§ TASK GOAL:
Scan the entries below for the word "name" and copy every line where it turns up.

§ RECORDED INFORMATION:
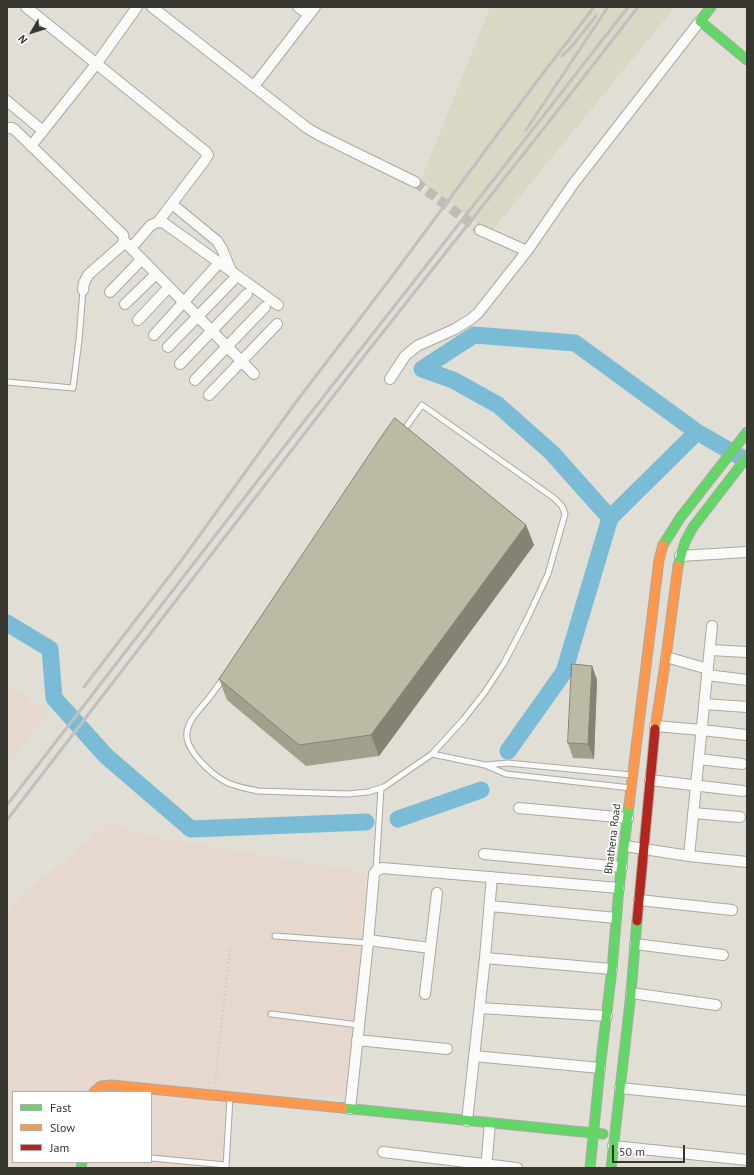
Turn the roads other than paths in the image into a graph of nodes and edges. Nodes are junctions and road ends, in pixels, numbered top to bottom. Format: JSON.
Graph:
{"nodes":[{"id":1,"x":26,"y":7,"type":"edge"},
{"id":2,"x":137,"y":7,"type":"edge"},
{"id":3,"x":152,"y":7,"type":"edge"},
{"id":4,"x":298,"y":7,"type":"edge"},
{"id":5,"x":315,"y":7,"type":"edge"},
{"id":6,"x":711,"y":7,"type":"edge"},
{"id":7,"x":309,"y":15,"type":"junction"},
{"id":8,"x":700,"y":21,"type":"junction"},
{"id":9,"x":747,"y":60,"type":"edge"},
{"id":10,"x":97,"y":63,"type":"junction"},
{"id":11,"x":254,"y":86,"type":"junction"},
{"id":12,"x":7,"y":101,"type":"edge"},
{"id":13,"x":7,"y":128,"type":"edge"},
{"id":14,"x":42,"y":131,"type":"junction"},
{"id":15,"x":31,"y":146,"type":"junction"},
{"id":16,"x":415,"y":182,"type":"tunnel mouth"},
{"id":17,"x":172,"y":204,"type":"junction"},
{"id":18,"x":158,"y":222,"type":"junction"},
{"id":19,"x":480,"y":230,"type":"tunnel mouth"},
{"id":20,"x":128,"y":245,"type":"junction"},
{"id":21,"x":527,"y":251,"type":"junction"},
{"id":22,"x":142,"y":259,"type":"junction"},
{"id":23,"x":219,"y":262,"type":"junction"},
{"id":24,"x":234,"y":273,"type":"junction"},
{"id":25,"x":156,"y":274,"type":"junction"},
{"id":26,"x":169,"y":287,"type":"junction"},
{"id":27,"x":83,"y":290,"type":"joint"},
{"id":28,"x":110,"y":292,"type":"dead end"},
{"id":29,"x":247,"y":294,"type":"dead end"},
{"id":30,"x":183,"y":302,"type":"junction"},
{"id":31,"x":125,"y":304,"type":"dead end"},
{"id":32,"x":278,"y":305,"type":"dead end"},
{"id":33,"x":265,"y":307,"type":"dead end"},
{"id":34,"x":198,"y":316,"type":"junction"},
{"id":35,"x":138,"y":320,"type":"dead end"},
{"id":36,"x":277,"y":324,"type":"dead end"},
{"id":37,"x":212,"y":331,"type":"junction"},
{"id":38,"x":154,"y":335,"type":"dead end"},
{"id":39,"x":227,"y":346,"type":"junction"},
{"id":40,"x":168,"y":347,"type":"dead end"},
{"id":41,"x":242,"y":361,"type":"junction"},
{"id":42,"x":180,"y":364,"type":"dead end"},
{"id":43,"x":254,"y":374,"type":"dead end"},
{"id":44,"x":390,"y":379,"type":"dead end"},
{"id":45,"x":195,"y":380,"type":"dead end"},
{"id":46,"x":7,"y":382,"type":"edge"},
{"id":47,"x":209,"y":395,"type":"dead end"},
{"id":48,"x":747,"y":432,"type":"edge"},
{"id":49,"x":747,"y":457,"type":"edge"},
{"id":50,"x":747,"y":552,"type":"edge"},
{"id":51,"x":680,"y":556,"type":"junction"},
{"id":52,"x":712,"y":626,"type":"dead end"},
{"id":53,"x":710,"y":650,"type":"junction"},
{"id":54,"x":747,"y":652,"type":"edge"},
{"id":55,"x":666,"y":657,"type":"junction"},
{"id":56,"x":708,"y":672,"type":"junction"},
{"id":57,"x":747,"y":680,"type":"edge"},
{"id":58,"x":704,"y":704,"type":"junction"},
{"id":59,"x":747,"y":708,"type":"edge"},
{"id":60,"x":655,"y":726,"type":"junction"},
{"id":61,"x":702,"y":730,"type":"junction"},
{"id":62,"x":746,"y":735,"type":"dead end"},
{"id":63,"x":432,"y":754,"type":"junction"},
{"id":64,"x":699,"y":759,"type":"junction"},
{"id":65,"x":742,"y":764,"type":"dead end"},
{"id":66,"x":485,"y":765,"type":"junction"},
{"id":67,"x":633,"y":775,"type":"junction"},
{"id":68,"x":650,"y":780,"type":"junction"},
{"id":69,"x":696,"y":786,"type":"junction"},
{"id":70,"x":381,"y":788,"type":"junction"},
{"id":71,"x":632,"y":789,"type":"junction"},
{"id":72,"x":743,"y":791,"type":"dead end"},
{"id":73,"x":518,"y":808,"type":"dead end"},
{"id":74,"x":693,"y":813,"type":"junction"},
{"id":75,"x":740,"y":817,"type":"dead end"},
{"id":76,"x":628,"y":818,"type":"junction"},
{"id":77,"x":625,"y":846,"type":"junction"},
{"id":78,"x":644,"y":849,"type":"junction"},
{"id":79,"x":484,"y":854,"type":"dead end"},
{"id":80,"x":689,"y":856,"type":"junction"},
{"id":81,"x":747,"y":862,"type":"edge"},
{"id":82,"x":622,"y":868,"type":"junction"},
{"id":83,"x":376,"y":871,"type":"junction"},
{"id":84,"x":492,"y":876,"type":"junction"},
{"id":85,"x":619,"y":888,"type":"junction"},
{"id":86,"x":437,"y":893,"type":"dead end"},
{"id":87,"x":639,"y":900,"type":"junction"},
{"id":88,"x":490,"y":906,"type":"junction"},
{"id":89,"x":732,"y":910,"type":"dead end"},
{"id":90,"x":616,"y":918,"type":"junction"},
{"id":91,"x":275,"y":936,"type":"dead end"},
{"id":92,"x":368,"y":942,"type":"junction"},
{"id":93,"x":635,"y":944,"type":"junction"},
{"id":94,"x":430,"y":948,"type":"junction"},
{"id":95,"x":723,"y":955,"type":"dead end"},
{"id":96,"x":485,"y":958,"type":"junction"},
{"id":97,"x":612,"y":969,"type":"junction"},
{"id":98,"x":631,"y":993,"type":"junction"},
{"id":99,"x":425,"y":994,"type":"dead end"},
{"id":100,"x":716,"y":1005,"type":"dead end"},
{"id":101,"x":480,"y":1008,"type":"junction"},
{"id":102,"x":271,"y":1014,"type":"dead end"},
{"id":103,"x":607,"y":1016,"type":"junction"},
{"id":104,"x":359,"y":1025,"type":"junction"},
{"id":105,"x":357,"y":1040,"type":"junction"},
{"id":106,"x":447,"y":1048,"type":"dead end"},
{"id":107,"x":474,"y":1056,"type":"junction"},
{"id":108,"x":600,"y":1068,"type":"junction"},
{"id":109,"x":620,"y":1088,"type":"junction"},
{"id":110,"x":95,"y":1091,"type":"edge"},
{"id":111,"x":230,"y":1096,"type":"junction"},
{"id":112,"x":747,"y":1101,"type":"edge"},
{"id":113,"x":350,"y":1109,"type":"junction"},
{"id":114,"x":467,"y":1121,"type":"junction"},
{"id":115,"x":490,"y":1123,"type":"junction"},
{"id":116,"x":594,"y":1134,"type":"junction"},
{"id":117,"x":614,"y":1135,"type":"junction"},
{"id":118,"x":613,"y":1146,"type":"junction"},
{"id":119,"x":383,"y":1152,"type":"dead end"},
{"id":120,"x":152,"y":1158,"type":"edge"},
{"id":121,"x":747,"y":1160,"type":"edge"},
{"id":122,"x":486,"y":1166,"type":"edge"},
{"id":123,"x":226,"y":1167,"type":"edge"},
{"id":124,"x":517,"y":1168,"type":"edge"},
{"id":125,"x":590,"y":1168,"type":"edge"},
{"id":126,"x":611,"y":1168,"type":"edge"}],
"edges":[{"from":1,"to":10,"type":"street"},
{"from":2,"to":10,"type":"street"},
{"from":3,"to":11,"type":"street"},
{"from":4,"to":7,"type":"street"},
{"from":5,"to":7,"type":"street"},
{"from":6,"to":8,"type":"street"},
{"from":7,"to":11,"type":"street"},
{"from":8,"to":9,"type":"street"},
{"from":8,"to":21,"type":"street"},
{"from":10,"to":14,"type":"street"},
{"from":10,"to":17,"type":"street"},
{"from":11,"to":16,"type":"street"},
{"from":12,"to":14,"type":"street"},
{"from":13,"to":15,"type":"street"},
{"from":14,"to":15,"type":"street"},
{"from":15,"to":20,"type":"street"},
{"from":17,"to":18,"type":"street"},
{"from":17,"to":24,"type":"street"},
{"from":18,"to":20,"type":"street"},
{"from":18,"to":23,"type":"street"},
{"from":19,"to":21,"type":"street"},
{"from":20,"to":22,"type":"street"},
{"from":20,"to":27,"type":"street"},
{"from":21,"to":44,"type":"street"},
{"from":22,"to":25,"type":"street"},
{"from":22,"to":28,"type":"street"},
{"from":23,"to":24,"type":"street"},
{"from":23,"to":30,"type":"street"},
{"from":24,"to":32,"type":"street"},
{"from":24,"to":34,"type":"street"},
{"from":25,"to":26,"type":"street"},
{"from":25,"to":31,"type":"street"},
{"from":26,"to":30,"type":"street"},
{"from":26,"to":35,"type":"street"},
{"from":27,"to":46,"type":"lane"},
{"from":29,"to":37,"type":"street"},
{"from":30,"to":34,"type":"street"},
{"from":30,"to":38,"type":"street"},
{"from":33,"to":39,"type":"street"},
{"from":34,"to":37,"type":"street"},
{"from":34,"to":40,"type":"street"},
{"from":36,"to":41,"type":"street"},
{"from":37,"to":39,"type":"street"},
{"from":37,"to":42,"type":"street"},
{"from":39,"to":41,"type":"street"},
{"from":39,"to":45,"type":"street"},
{"from":41,"to":43,"type":"street"},
{"from":41,"to":47,"type":"street"},
{"from":48,"to":67,"type":"street","name":"Bhathena Road"},
{"from":49,"to":51,"type":"street"},
{"from":50,"to":51,"type":"street"},
{"from":51,"to":55,"type":"street"},
{"from":52,"to":53,"type":"street"},
{"from":53,"to":54,"type":"street"},
{"from":53,"to":56,"type":"street"},
{"from":55,"to":56,"type":"street"},
{"from":55,"to":60,"type":"street"},
{"from":56,"to":57,"type":"street"},
{"from":56,"to":58,"type":"street"},
{"from":58,"to":59,"type":"street"},
{"from":58,"to":61,"type":"street"},
{"from":60,"to":61,"type":"street"},
{"from":60,"to":68,"type":"street"},
{"from":61,"to":62,"type":"street"},
{"from":61,"to":64,"type":"street"},
{"from":63,"to":66,"type":"lane"},
{"from":63,"to":70,"type":"lane"},
{"from":63,"to":70,"type":"lane"},
{"from":64,"to":65,"type":"street"},
{"from":64,"to":69,"type":"street"},
{"from":66,"to":67,"type":"lane"},
{"from":66,"to":71,"type":"lane"},
{"from":67,"to":71,"type":"street","name":"Bhathena Road"},
{"from":68,"to":69,"type":"street"},
{"from":68,"to":78,"type":"street"},
{"from":69,"to":72,"type":"street"},
{"from":69,"to":74,"type":"street"},
{"from":70,"to":83,"type":"lane"},
{"from":71,"to":76,"type":"street","name":"Bhathena Road"},
{"from":73,"to":76,"type":"street"},
{"from":74,"to":75,"type":"street"},
{"from":74,"to":80,"type":"street"},
{"from":76,"to":77,"type":"street","name":"Bhathena Road"},
{"from":77,"to":78,"type":"street"},
{"from":77,"to":82,"type":"street","name":"Bhathena Road"},
{"from":78,"to":80,"type":"street"},
{"from":78,"to":87,"type":"street"},
{"from":79,"to":82,"type":"street"},
{"from":80,"to":81,"type":"street"},
{"from":82,"to":85,"type":"street","name":"Bhathena Road"},
{"from":83,"to":84,"type":"street"},
{"from":83,"to":92,"type":"street"},
{"from":84,"to":85,"type":"street"},
{"from":84,"to":88,"type":"street"},
{"from":85,"to":90,"type":"street","name":"Bhathena Road"},
{"from":86,"to":94,"type":"street"},
{"from":87,"to":89,"type":"street"},
{"from":87,"to":93,"type":"street"},
{"from":88,"to":90,"type":"street"},
{"from":88,"to":96,"type":"street"},
{"from":90,"to":97,"type":"street","name":"Bhathena Road"},
{"from":91,"to":92,"type":"lane"},
{"from":92,"to":94,"type":"street"},
{"from":92,"to":104,"type":"street"},
{"from":93,"to":95,"type":"street"},
{"from":93,"to":98,"type":"street"},
{"from":94,"to":99,"type":"street"},
{"from":96,"to":97,"type":"street"},
{"from":96,"to":101,"type":"street"},
{"from":97,"to":103,"type":"street","name":"Bhathena Road"},
{"from":98,"to":100,"type":"street"},
{"from":98,"to":109,"type":"street"},
{"from":101,"to":103,"type":"street"},
{"from":101,"to":107,"type":"street"},
{"from":102,"to":104,"type":"lane"},
{"from":103,"to":108,"type":"street","name":"Bhathena Road"},
{"from":104,"to":105,"type":"street"},
{"from":105,"to":106,"type":"street"},
{"from":105,"to":113,"type":"street"},
{"from":107,"to":108,"type":"street"},
{"from":107,"to":114,"type":"street"},
{"from":108,"to":116,"type":"street","name":"Bhathena Road"},
{"from":109,"to":112,"type":"street"},
{"from":109,"to":117,"type":"street"},
{"from":110,"to":111,"type":"street"},
{"from":111,"to":113,"type":"street"},
{"from":111,"to":123,"type":"lane"},
{"from":113,"to":114,"type":"street"},
{"from":114,"to":115,"type":"street"},
{"from":115,"to":116,"type":"street"},
{"from":115,"to":122,"type":"street"},
{"from":116,"to":117,"type":"street"},
{"from":116,"to":125,"type":"street","name":"Bhathena Road"},
{"from":117,"to":118,"type":"street"},
{"from":118,"to":121,"type":"street"},
{"from":118,"to":126,"type":"street"},
{"from":119,"to":122,"type":"street"},
{"from":120,"to":123,"type":"lane"},
{"from":122,"to":124,"type":"street"}]}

§ WRITTEN SOLUTION:
{"from":48,"to":67,"type":"street","name":"Bhathena Road"},
{"from":67,"to":71,"type":"street","name":"Bhathena Road"},
{"from":71,"to":76,"type":"street","name":"Bhathena Road"},
{"from":76,"to":77,"type":"street","name":"Bhathena Road"},
{"from":77,"to":82,"type":"street","name":"Bhathena Road"},
{"from":82,"to":85,"type":"street","name":"Bhathena Road"},
{"from":85,"to":90,"type":"street","name":"Bhathena Road"},
{"from":90,"to":97,"type":"street","name":"Bhathena Road"},
{"from":97,"to":103,"type":"street","name":"Bhathena Road"},
{"from":103,"to":108,"type":"street","name":"Bhathena Road"},
{"from":108,"to":116,"type":"street","name":"Bhathena Road"},
{"from":116,"to":125,"type":"street","name":"Bhathena Road"},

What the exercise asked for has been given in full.